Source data
+ + + + +
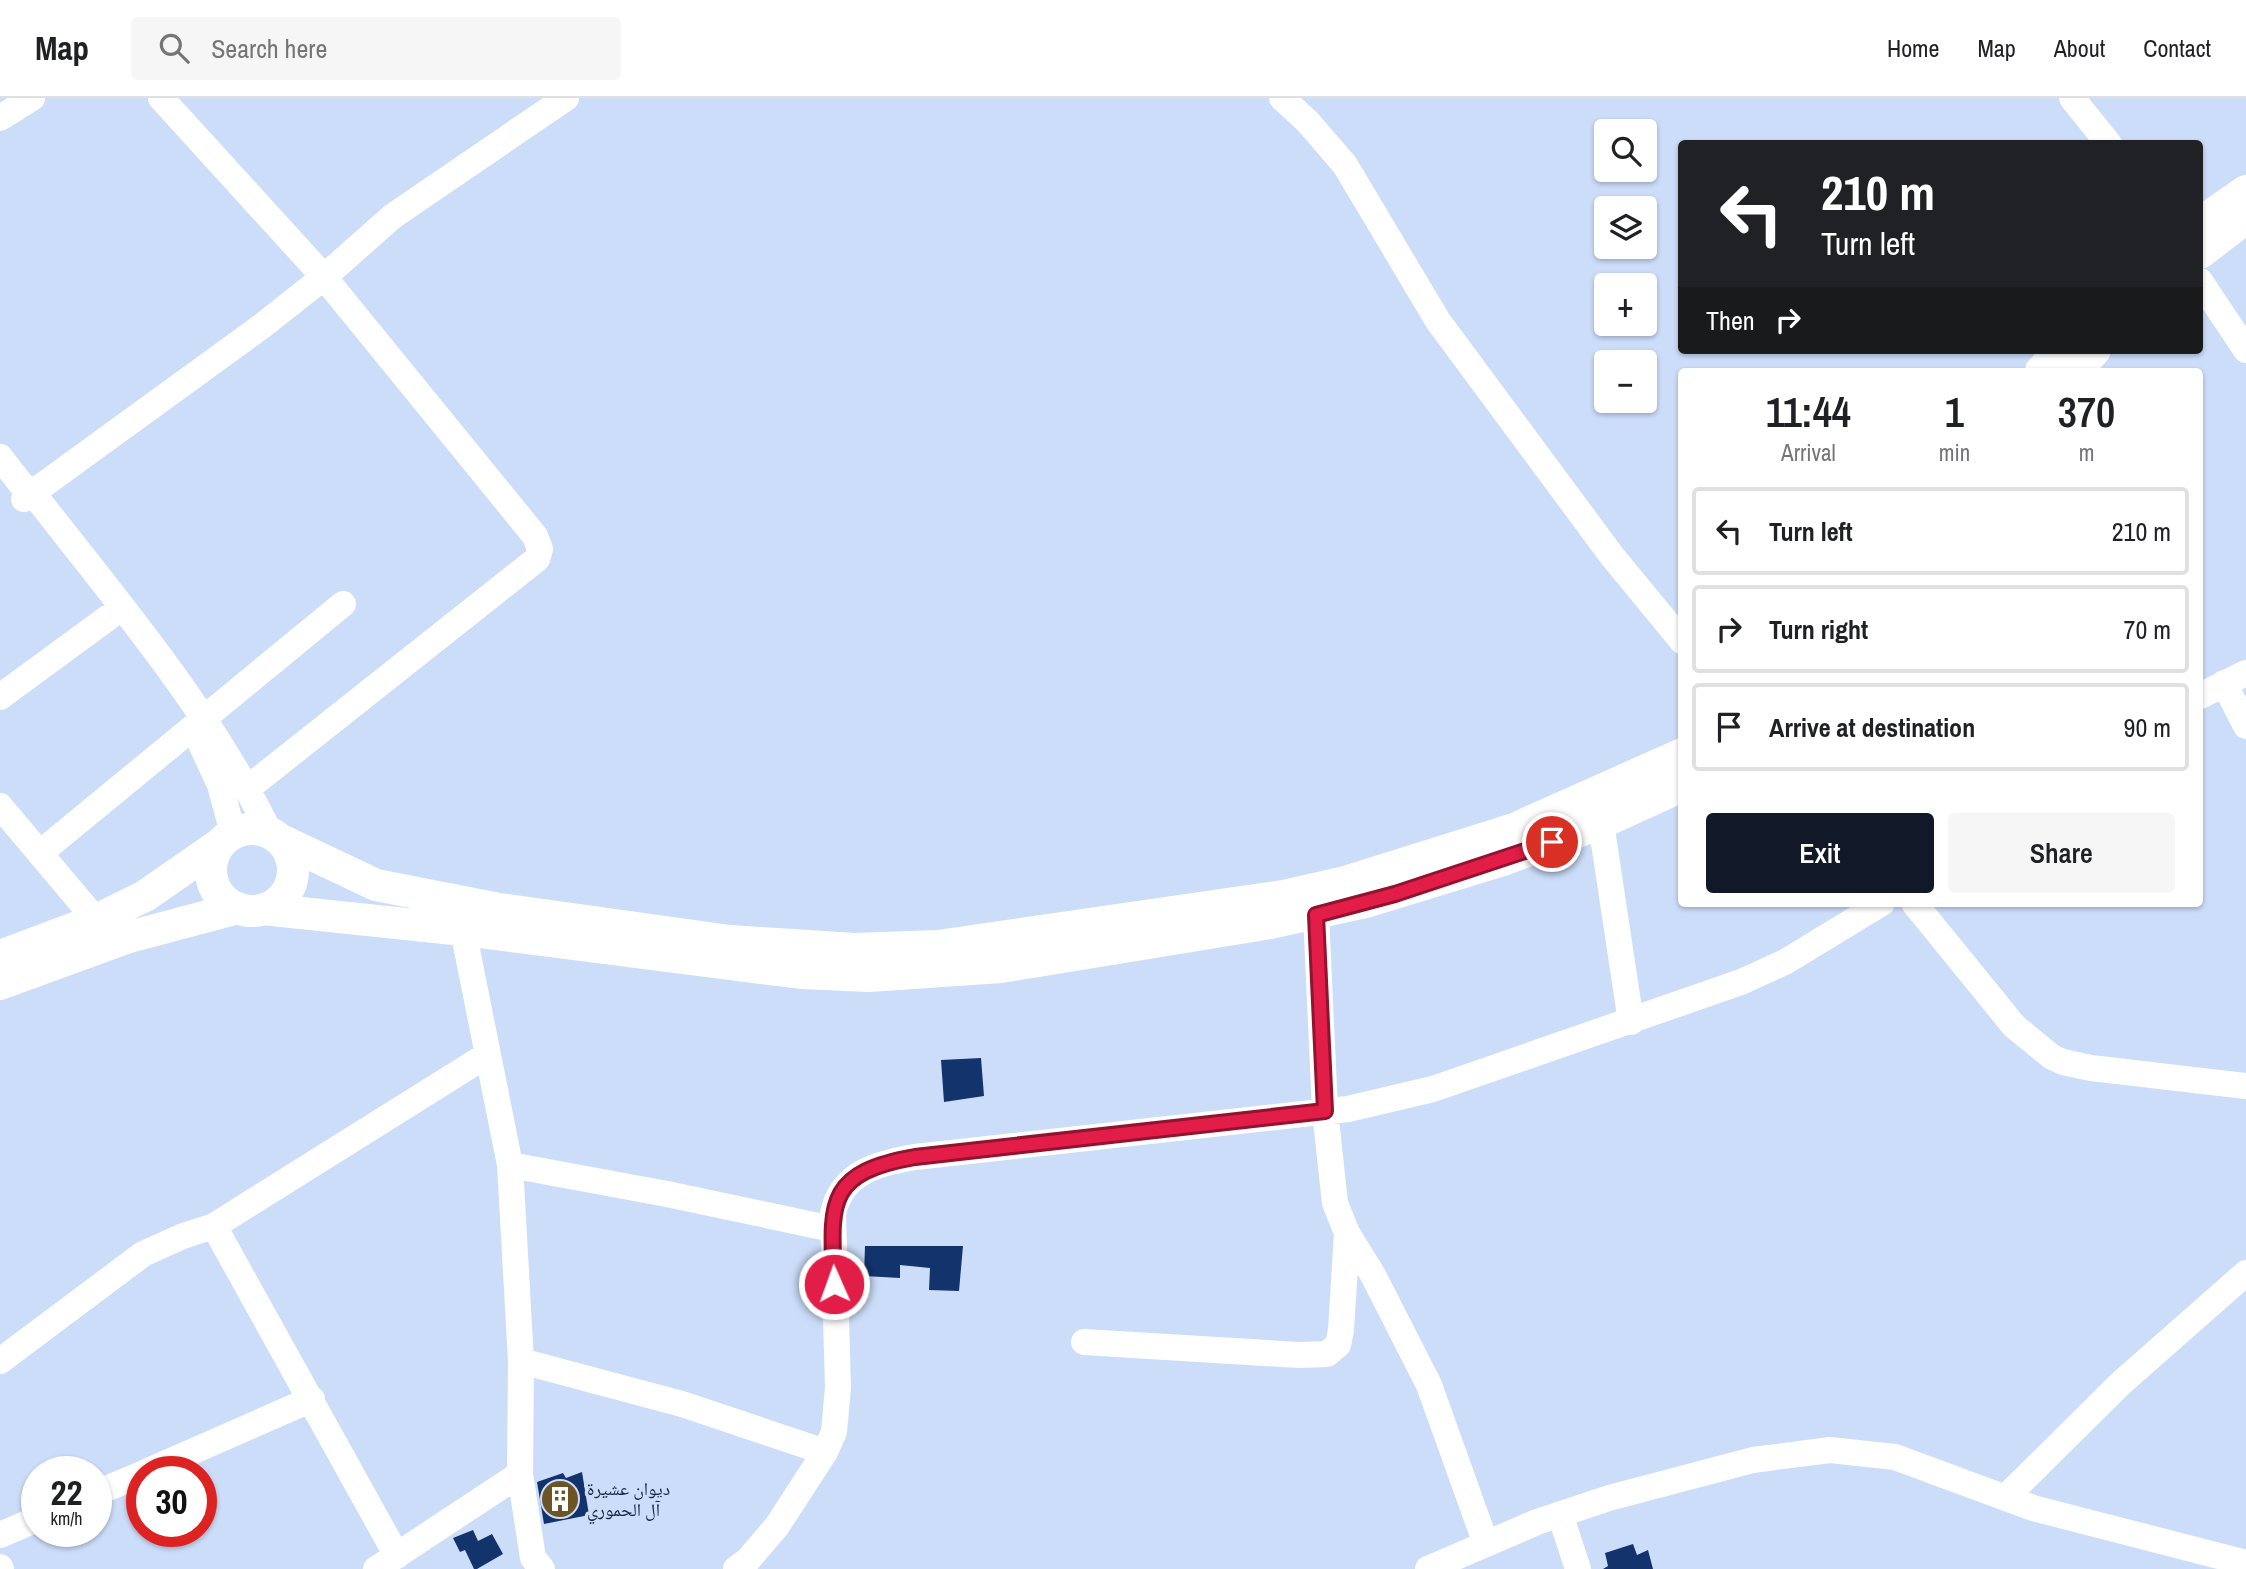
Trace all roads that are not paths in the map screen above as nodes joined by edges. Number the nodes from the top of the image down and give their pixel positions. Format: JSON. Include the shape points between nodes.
{"nodes":[{"id":1,"x":32,"y":98,"type":"edge"},
{"id":2,"x":161,"y":98,"type":"edge"},
{"id":3,"x":566,"y":98,"type":"edge"},
{"id":4,"x":1282,"y":98,"type":"edge"},
{"id":5,"x":2073,"y":98,"type":"edge"},
{"id":6,"x":0,"y":118,"type":"edge"},
{"id":7,"x":2106,"y":140,"type":"edge"},
{"id":8,"x":2246,"y":191,"type":"edge"},
{"id":9,"x":2246,"y":218,"type":"edge"},
{"id":10,"x":2203,"y":221,"type":"edge"},
{"id":11,"x":2203,"y":251,"type":"edge"},
{"id":12,"x":324,"y":277,"type":"junction"},
{"id":13,"x":2203,"y":286,"type":"edge"},
{"id":14,"x":2246,"y":350,"type":"edge"},
{"id":15,"x":2056,"y":354,"type":"edge"},
{"id":16,"x":2091,"y":354,"type":"edge"},
{"id":17,"x":2044,"y":368,"type":"edge"},
{"id":18,"x":2079,"y":368,"type":"edge"},
{"id":19,"x":0,"y":457,"type":"edge"},
{"id":20,"x":26,"y":492,"type":"junction"},
{"id":21,"x":343,"y":604,"type":"dead end"},
{"id":22,"x":109,"y":617,"type":"junction"},
{"id":23,"x":1678,"y":636,"type":"edge"},
{"id":24,"x":2235,"y":678,"type":"edge"},
{"id":25,"x":2203,"y":694,"type":"edge"},
{"id":26,"x":0,"y":697,"type":"edge"},
{"id":27,"x":200,"y":724,"type":"junction"},
{"id":28,"x":2246,"y":726,"type":"edge"},
{"id":29,"x":1678,"y":756,"type":"edge"},
{"id":30,"x":248,"y":788,"type":"junction"},
{"id":31,"x":1678,"y":788,"type":"edge"},
{"id":32,"x":0,"y":806,"type":"edge"},
{"id":33,"x":1601,"y":823,"type":"junction"},
{"id":34,"x":275,"y":836,"type":"junction"},
{"id":35,"x":226,"y":839,"type":"junction"},
{"id":36,"x":40,"y":853,"type":"junction"},
{"id":37,"x":1875,"y":907,"type":"edge"},
{"id":38,"x":1917,"y":907,"type":"edge"},
{"id":39,"x":250,"y":909,"type":"junction"},
{"id":40,"x":1316,"y":915,"type":"junction"},
{"id":41,"x":96,"y":920,"type":"junction"},
{"id":42,"x":463,"y":930,"type":"junction"},
{"id":43,"x":0,"y":957,"type":"edge"},
{"id":44,"x":0,"y":984,"type":"edge"},
{"id":45,"x":1630,"y":1022,"type":"junction"},
{"id":46,"x":487,"y":1055,"type":"junction"},
{"id":47,"x":2246,"y":1086,"type":"edge"},
{"id":48,"x":1325,"y":1111,"type":"junction"},
{"id":49,"x":510,"y":1165,"type":"junction"},
{"id":50,"x":214,"y":1226,"type":"junction"},
{"id":51,"x":832,"y":1229,"type":"junction"},
{"id":52,"x":1347,"y":1233,"type":"junction"},
{"id":53,"x":2246,"y":1273,"type":"edge"},
{"id":54,"x":1084,"y":1342,"type":"dead end"},
{"id":55,"x":0,"y":1360,"type":"edge"},
{"id":56,"x":521,"y":1362,"type":"junction"},
{"id":57,"x":312,"y":1399,"type":"junction"},
{"id":58,"x":825,"y":1452,"type":"junction"},
{"id":59,"x":183,"y":1456,"type":"edge"},
{"id":60,"x":520,"y":1474,"type":"junction"},
{"id":61,"x":2006,"y":1497,"type":"junction"},
{"id":62,"x":1560,"y":1514,"type":"junction"},
{"id":63,"x":21,"y":1526,"type":"edge"},
{"id":64,"x":0,"y":1535,"type":"edge"},
{"id":65,"x":1486,"y":1544,"type":"junction"},
{"id":66,"x":386,"y":1562,"type":"edge"},
{"id":67,"x":2246,"y":1563,"type":"edge"},
{"id":68,"x":536,"y":1565,"type":"edge"},
{"id":69,"x":736,"y":1569,"type":"edge"},
{"id":70,"x":1428,"y":1569,"type":"edge"},
{"id":71,"x":1578,"y":1569,"type":"edge"}],
"edges":[{"from":1,"to":6,"type":"street"},
{"from":2,"to":12,"type":"street"},
{"from":3,"to":12,"type":"street","via":[[393,216]]},
{"from":4,"to":23,"type":"street","via":[[1345,165],[1438,321],[1612,556]]},
{"from":5,"to":7,"type":"street"},
{"from":8,"to":10,"type":"main road"},
{"from":9,"to":11,"type":"main road"},
{"from":12,"to":20,"type":"street","via":[[161,401]]},
{"from":12,"to":30,"type":"street","via":[[535,536],[540,550],[537,559]]},
{"from":13,"to":14,"type":"street"},
{"from":15,"to":17,"type":"main road"},
{"from":16,"to":18,"type":"main road"},
{"from":19,"to":20,"type":"street"},
{"from":20,"to":22,"type":"street"},
{"from":20,"to":27,"type":"street"},
{"from":21,"to":27,"type":"street"},
{"from":22,"to":26,"type":"street"},
{"from":22,"to":27,"type":"street"},
{"from":24,"to":25,"type":"street"},
{"from":24,"to":28,"type":"street"},
{"from":27,"to":30,"type":"street"},
{"from":27,"to":35,"type":"street","via":[[220,785]]},
{"from":27,"to":36,"type":"street"},
{"from":29,"to":34,"type":"main road","via":[[1514,830],[1345,882],[1250,901],[938,946],[854,949],[730,941],[499,909],[376,885]]},
{"from":30,"to":34,"type":"street"},
{"from":31,"to":33,"type":"main road"},
{"from":32,"to":36,"type":"street"},
{"from":33,"to":40,"type":"main road","via":[[1503,860]]},
{"from":33,"to":45,"type":"street"},
{"from":34,"to":35,"type":"main road","via":[[245,829]]},
{"from":34,"to":39,"type":"main road","via":[[293,862],[293,874],[283,897]]},
{"from":35,"to":39,"type":"main road","via":[[211,864],[212,875],[220,895]]},
{"from":35,"to":41,"type":"main road","via":[[168,883]]},
{"from":36,"to":41,"type":"street"},
{"from":37,"to":45,"type":"street","via":[[1776,967]]},
{"from":38,"to":47,"type":"street","via":[[2014,1026],[2052,1057],[2091,1068]]},
{"from":39,"to":42,"type":"main road"},
{"from":39,"to":44,"type":"main road","via":[[128,937]]},
{"from":40,"to":42,"type":"main road","via":[[1001,967],[869,976],[801,973]]},
{"from":40,"to":48,"type":"street"},
{"from":41,"to":43,"type":"main road"},
{"from":42,"to":46,"type":"street"},
{"from":45,"to":48,"type":"street","via":[[1407,1097]]},
{"from":46,"to":49,"type":"street"},
{"from":46,"to":50,"type":"street"},
{"from":48,"to":51,"type":"street","via":[[889,1161],[872,1166],[842,1189]]},
{"from":48,"to":52,"type":"street","via":[[1335,1203]]},
{"from":49,"to":51,"type":"street"},
{"from":49,"to":56,"type":"street"},
{"from":50,"to":55,"type":"street","via":[[143,1254]]},
{"from":50,"to":57,"type":"street"},
{"from":51,"to":58,"type":"street","via":[[838,1408]]},
{"from":52,"to":54,"type":"street","via":[[1341,1330],[1338,1345],[1328,1354]]},
{"from":52,"to":65,"type":"street","via":[[1429,1385]]},
{"from":53,"to":61,"type":"street","via":[[2120,1384]]},
{"from":56,"to":58,"type":"street","via":[[681,1404]]},
{"from":56,"to":60,"type":"street"},
{"from":57,"to":59,"type":"street"},
{"from":57,"to":66,"type":"street"},
{"from":58,"to":69,"type":"street","via":[[777,1526]]},
{"from":60,"to":66,"type":"street"},
{"from":60,"to":68,"type":"street"},
{"from":61,"to":62,"type":"street","via":[[1895,1457],[1830,1450],[1754,1460]]},
{"from":61,"to":67,"type":"street"},
{"from":62,"to":65,"type":"street"},
{"from":62,"to":71,"type":"street"},
{"from":63,"to":64,"type":"street"},
{"from":65,"to":70,"type":"street"}]}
+ + + + +
Only the lines of the data holding the string "dead" are wanted; copy each of them.

{"id":21,"x":343,"y":604,"type":"dead end"},
{"id":54,"x":1084,"y":1342,"type":"dead end"},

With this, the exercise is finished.